Disney's House of the Future had the clean simplicity prized in the 1950s as relief from decades of frayed patchwork, jury-rigging, and make-do clutter caused by Depression and war. But the HoF wasn't marred by starkness. The spare white form had been warmed with curves. Each quadrant was a streamlined seamed pod, a crossbreed: half jet fuselage, half legume. And, as with an airplane or a beanstalk, the structure rose aloft, flying on a plinth above its house lot.

This was not the domicile's most practical feature when it came to helping Mom unload the groceries from the DeSoto Fireflite station wagon. (Chrysler Corporation's advertising slogan in 1957: “Suddenly it's 1960!”) But levitation sure would have enlarged my weenie subdivision yard. There'd be room for a bit of Tomorrowland for my own family, or,
anyway, a trampoline. I remember wondering what our “colonial” (which didn't even merit the prefix pseudo- ) would look like jacked up eight feet and plopped on a shaft. Better, definitely.

The House of the Future was sponsored by the Monsanto Company and designed by Marvin Goody and Richard Hamilton from the MIT architecture department. They were prescient in various unimportant ways: the residence contained cordless phones, a flat-screen, wall-size TV; and a somewhat sinister-sounding device called a “microwave oven.” Otherwise the only relationship between the futurism and the future was that today, in Los Angeles and New York, every bit of the place would be worth tens of thousands of dollars as a precious “Mid-Century Modern” antique.
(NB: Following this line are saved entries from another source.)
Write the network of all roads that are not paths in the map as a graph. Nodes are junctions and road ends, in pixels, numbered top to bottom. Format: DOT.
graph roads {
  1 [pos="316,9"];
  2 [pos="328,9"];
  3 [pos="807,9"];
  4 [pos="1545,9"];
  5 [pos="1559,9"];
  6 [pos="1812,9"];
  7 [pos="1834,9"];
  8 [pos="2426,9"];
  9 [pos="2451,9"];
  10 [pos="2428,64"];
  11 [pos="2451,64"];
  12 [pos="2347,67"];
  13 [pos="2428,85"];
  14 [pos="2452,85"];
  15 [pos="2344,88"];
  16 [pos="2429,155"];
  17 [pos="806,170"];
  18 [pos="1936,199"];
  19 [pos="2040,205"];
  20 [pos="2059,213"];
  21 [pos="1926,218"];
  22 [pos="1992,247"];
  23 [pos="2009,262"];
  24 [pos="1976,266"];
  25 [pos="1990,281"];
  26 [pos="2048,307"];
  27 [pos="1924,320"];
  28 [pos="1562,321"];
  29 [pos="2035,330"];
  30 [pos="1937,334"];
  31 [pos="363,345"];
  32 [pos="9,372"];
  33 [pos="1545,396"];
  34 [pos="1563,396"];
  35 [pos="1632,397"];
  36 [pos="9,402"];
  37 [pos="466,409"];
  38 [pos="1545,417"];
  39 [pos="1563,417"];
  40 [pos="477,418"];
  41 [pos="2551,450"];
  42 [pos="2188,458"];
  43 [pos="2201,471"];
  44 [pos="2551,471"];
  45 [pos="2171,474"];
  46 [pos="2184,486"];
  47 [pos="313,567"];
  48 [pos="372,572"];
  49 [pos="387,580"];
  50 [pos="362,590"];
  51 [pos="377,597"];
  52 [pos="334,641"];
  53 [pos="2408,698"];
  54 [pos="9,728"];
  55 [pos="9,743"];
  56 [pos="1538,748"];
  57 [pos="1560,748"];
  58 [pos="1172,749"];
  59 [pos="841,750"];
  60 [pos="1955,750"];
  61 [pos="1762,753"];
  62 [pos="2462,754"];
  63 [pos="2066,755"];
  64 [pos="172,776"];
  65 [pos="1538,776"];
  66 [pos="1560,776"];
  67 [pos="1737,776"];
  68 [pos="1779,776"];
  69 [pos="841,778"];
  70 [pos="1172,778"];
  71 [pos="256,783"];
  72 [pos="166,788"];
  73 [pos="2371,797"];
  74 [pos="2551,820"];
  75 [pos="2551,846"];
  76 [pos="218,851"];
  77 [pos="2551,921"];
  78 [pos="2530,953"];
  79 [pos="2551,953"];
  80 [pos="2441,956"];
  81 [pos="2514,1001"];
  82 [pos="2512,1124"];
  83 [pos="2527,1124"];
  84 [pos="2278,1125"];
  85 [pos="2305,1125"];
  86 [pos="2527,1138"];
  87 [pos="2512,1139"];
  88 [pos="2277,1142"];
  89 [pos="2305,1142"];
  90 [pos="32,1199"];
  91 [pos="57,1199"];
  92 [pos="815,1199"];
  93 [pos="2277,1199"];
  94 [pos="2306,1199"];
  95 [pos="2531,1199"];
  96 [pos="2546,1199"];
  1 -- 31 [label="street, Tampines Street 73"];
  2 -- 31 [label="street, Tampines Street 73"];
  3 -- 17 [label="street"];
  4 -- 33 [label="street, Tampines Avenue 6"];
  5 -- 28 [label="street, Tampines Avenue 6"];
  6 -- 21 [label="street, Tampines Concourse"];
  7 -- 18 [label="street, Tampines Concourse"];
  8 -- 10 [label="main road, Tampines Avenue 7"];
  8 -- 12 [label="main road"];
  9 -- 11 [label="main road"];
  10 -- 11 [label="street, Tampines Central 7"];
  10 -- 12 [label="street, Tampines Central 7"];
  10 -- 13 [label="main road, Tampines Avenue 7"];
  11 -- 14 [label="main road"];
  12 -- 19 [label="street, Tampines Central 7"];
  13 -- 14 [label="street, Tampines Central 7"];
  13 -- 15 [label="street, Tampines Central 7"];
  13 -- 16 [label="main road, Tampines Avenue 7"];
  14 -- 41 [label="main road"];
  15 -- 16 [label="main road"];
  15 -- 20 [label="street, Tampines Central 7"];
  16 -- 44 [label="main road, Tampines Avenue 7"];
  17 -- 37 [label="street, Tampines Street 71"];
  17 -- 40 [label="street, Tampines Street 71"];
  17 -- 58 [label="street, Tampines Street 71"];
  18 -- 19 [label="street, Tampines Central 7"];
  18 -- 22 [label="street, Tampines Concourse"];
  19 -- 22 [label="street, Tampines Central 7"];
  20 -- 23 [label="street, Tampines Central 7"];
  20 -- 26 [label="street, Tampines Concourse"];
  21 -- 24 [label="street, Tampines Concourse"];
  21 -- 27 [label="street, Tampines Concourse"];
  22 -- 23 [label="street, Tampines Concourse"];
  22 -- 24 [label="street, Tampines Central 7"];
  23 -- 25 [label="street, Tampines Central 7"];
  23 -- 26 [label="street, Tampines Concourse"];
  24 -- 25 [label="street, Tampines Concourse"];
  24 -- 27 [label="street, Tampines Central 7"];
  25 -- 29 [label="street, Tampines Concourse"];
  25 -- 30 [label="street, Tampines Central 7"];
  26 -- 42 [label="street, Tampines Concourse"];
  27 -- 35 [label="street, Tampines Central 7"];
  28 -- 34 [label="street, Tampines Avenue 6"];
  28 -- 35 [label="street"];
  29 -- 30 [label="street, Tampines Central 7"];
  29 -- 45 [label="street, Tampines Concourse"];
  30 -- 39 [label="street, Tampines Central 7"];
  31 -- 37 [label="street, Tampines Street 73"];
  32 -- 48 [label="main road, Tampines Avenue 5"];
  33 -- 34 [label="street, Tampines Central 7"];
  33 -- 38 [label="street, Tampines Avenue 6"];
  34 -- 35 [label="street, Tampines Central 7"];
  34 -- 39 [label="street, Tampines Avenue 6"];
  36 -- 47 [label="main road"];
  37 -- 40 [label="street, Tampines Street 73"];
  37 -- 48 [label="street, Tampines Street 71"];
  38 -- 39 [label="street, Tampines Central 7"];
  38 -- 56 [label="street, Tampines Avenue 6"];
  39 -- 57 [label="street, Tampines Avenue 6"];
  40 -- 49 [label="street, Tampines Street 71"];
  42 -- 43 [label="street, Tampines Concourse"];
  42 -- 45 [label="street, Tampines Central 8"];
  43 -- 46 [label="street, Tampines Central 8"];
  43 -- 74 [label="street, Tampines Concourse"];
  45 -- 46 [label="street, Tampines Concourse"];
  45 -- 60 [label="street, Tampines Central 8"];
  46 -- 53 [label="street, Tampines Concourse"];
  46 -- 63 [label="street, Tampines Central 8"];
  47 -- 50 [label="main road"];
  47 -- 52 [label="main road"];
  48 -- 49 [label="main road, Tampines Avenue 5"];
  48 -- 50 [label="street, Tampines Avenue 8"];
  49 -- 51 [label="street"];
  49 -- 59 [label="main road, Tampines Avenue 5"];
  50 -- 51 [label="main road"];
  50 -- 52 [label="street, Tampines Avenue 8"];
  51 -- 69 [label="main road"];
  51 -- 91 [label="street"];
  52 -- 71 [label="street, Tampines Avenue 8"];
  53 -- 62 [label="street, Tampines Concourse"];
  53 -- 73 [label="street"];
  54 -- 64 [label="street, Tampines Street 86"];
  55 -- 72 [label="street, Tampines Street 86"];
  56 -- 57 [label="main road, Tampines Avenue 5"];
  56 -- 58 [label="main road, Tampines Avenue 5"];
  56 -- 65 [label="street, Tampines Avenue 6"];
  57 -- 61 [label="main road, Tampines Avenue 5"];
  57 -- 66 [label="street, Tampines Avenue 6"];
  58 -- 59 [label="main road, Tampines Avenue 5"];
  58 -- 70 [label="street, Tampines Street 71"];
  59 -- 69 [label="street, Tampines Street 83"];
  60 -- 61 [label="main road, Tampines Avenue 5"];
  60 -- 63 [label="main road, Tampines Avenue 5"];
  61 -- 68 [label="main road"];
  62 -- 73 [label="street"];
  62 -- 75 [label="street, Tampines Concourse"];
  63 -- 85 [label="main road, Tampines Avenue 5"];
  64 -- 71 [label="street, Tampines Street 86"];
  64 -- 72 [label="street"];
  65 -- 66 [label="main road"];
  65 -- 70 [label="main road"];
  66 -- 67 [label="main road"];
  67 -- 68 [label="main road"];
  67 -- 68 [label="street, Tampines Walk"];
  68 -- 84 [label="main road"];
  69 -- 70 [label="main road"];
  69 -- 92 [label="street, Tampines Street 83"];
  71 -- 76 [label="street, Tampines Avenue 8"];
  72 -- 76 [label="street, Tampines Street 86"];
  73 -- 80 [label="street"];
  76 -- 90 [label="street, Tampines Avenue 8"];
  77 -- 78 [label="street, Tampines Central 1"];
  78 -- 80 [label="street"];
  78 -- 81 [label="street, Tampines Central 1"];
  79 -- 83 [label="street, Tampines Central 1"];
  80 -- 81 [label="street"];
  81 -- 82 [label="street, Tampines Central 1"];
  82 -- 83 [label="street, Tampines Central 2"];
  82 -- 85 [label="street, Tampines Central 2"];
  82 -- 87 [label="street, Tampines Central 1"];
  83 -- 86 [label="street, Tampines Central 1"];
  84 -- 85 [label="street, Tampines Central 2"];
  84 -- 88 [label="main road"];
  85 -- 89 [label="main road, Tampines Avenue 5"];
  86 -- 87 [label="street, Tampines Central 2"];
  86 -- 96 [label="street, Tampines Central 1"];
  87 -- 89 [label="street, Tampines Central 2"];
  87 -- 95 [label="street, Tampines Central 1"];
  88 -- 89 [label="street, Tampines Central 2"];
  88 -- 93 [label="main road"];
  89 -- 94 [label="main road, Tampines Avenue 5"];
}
The most nostalgically futuristic aspect of the House of the Future was that it was made almost entirely of plastic. In 1957 plastic still enjoyed the benefit of its definition (2a) in Merriam-Webster's: “capable of being molded and shaped”—into anything you wanted! Plastic was the stuff that didn't rust or rot or break when you dropped it. Thanks to plastic and a little glue, even the clumsiest kid (me) could build splendidly detailed models of PanAm Mars Passenger Rockets and atomic-powered automobiles and all the other things that wouldn't happen. We were a decade away from the scene in
The Graduate
that made the word an epithet. I, for one, think Dustin Hoffman's character should have taken the career advice, and the stupid movie should have ended then and there. Instead, in 1967, it was Disney's House of the Future that came to an abrupt finish. Or not-so-abrupt. Reports have it that a wrecking ball merely bounced on the sturdy polymer seed cases, and the prematurely postmodernist structure had to be sawed apart by hand. (As many a
timorous would-be suicide has discovered—with vise-like grip on a bridge railing—the future is harder to get rid of than you'd think.)